*** RECORDS FOR PROCESSING Section Begins ***

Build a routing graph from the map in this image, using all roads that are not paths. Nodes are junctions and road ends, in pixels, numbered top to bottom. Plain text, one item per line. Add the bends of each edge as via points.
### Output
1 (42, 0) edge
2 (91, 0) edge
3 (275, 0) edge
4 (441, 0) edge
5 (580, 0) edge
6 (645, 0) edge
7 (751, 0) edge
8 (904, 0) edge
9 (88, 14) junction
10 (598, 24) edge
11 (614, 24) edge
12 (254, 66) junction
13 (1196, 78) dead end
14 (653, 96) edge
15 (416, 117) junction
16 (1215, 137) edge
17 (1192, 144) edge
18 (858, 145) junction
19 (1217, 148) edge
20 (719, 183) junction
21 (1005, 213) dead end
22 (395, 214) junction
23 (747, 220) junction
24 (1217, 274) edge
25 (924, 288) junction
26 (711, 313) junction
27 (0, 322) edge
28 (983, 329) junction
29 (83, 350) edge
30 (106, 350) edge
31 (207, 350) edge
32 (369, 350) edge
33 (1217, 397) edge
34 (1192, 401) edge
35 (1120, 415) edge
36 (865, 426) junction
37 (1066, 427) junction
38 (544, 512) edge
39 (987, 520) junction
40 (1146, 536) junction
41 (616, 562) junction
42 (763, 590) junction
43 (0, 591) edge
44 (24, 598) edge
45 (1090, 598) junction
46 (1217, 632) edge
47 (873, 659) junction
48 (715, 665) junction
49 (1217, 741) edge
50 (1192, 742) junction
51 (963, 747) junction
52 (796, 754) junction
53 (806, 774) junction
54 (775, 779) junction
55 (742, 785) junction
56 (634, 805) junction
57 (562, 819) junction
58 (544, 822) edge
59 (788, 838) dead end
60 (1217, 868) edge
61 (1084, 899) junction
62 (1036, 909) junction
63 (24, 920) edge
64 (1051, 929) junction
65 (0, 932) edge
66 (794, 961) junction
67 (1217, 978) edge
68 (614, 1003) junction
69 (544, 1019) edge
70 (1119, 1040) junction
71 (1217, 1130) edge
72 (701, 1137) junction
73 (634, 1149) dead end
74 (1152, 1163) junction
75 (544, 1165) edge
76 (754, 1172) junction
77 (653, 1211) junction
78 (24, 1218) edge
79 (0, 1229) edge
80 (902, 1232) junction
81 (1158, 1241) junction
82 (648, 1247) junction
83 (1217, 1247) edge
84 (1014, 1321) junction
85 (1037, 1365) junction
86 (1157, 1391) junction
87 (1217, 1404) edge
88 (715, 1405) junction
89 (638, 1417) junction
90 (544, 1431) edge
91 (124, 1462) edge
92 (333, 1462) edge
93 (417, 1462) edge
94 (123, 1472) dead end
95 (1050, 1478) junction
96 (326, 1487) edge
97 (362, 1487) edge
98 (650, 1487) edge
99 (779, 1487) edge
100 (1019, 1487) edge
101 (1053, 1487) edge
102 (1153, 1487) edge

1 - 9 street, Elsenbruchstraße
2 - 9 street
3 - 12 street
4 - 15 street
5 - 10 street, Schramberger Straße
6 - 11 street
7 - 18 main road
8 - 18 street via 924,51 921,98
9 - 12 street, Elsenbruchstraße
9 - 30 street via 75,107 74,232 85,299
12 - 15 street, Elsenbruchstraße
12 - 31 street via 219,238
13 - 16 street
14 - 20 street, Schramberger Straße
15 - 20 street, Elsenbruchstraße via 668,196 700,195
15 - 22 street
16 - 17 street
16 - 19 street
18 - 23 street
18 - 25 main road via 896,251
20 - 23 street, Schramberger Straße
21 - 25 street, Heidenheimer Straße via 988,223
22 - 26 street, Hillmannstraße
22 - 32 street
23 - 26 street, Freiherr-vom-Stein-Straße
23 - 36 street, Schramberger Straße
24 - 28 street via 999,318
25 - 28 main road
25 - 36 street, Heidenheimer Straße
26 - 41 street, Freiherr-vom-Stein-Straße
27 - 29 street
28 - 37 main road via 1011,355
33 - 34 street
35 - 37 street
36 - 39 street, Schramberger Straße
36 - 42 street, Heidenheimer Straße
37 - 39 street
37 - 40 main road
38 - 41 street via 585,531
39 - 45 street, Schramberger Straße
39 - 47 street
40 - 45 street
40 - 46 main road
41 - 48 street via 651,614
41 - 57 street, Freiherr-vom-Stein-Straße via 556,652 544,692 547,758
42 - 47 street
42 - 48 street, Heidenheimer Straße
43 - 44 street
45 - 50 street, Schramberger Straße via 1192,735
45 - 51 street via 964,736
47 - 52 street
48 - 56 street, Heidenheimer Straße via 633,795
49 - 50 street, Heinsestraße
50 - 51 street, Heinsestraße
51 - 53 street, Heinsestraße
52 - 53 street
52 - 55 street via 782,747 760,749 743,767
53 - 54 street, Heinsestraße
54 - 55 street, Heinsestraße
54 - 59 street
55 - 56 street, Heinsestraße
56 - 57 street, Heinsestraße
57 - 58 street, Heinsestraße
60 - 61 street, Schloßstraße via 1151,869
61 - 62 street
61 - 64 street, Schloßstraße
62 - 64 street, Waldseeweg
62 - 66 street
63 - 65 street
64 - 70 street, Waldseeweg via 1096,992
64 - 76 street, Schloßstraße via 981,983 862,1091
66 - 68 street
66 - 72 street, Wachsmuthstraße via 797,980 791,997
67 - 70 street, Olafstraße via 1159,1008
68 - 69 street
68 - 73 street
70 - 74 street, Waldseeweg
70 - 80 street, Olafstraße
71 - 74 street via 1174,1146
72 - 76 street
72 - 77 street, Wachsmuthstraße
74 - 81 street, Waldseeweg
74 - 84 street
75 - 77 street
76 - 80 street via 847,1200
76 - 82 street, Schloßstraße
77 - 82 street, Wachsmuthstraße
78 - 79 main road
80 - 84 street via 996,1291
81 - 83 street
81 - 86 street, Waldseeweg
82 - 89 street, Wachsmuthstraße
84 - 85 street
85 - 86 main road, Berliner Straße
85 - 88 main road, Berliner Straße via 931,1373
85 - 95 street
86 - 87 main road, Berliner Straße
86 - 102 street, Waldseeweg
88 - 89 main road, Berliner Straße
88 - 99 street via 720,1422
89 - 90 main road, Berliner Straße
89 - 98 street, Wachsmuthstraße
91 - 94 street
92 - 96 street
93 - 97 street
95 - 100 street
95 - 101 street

*** RECORDS FOR PROCESSING Section Ends ***

**EXERCISE**
Number of lines containing the word "Heinsestraße" in the listing: state it, and add no other text.

**TASK RESPONSE**
8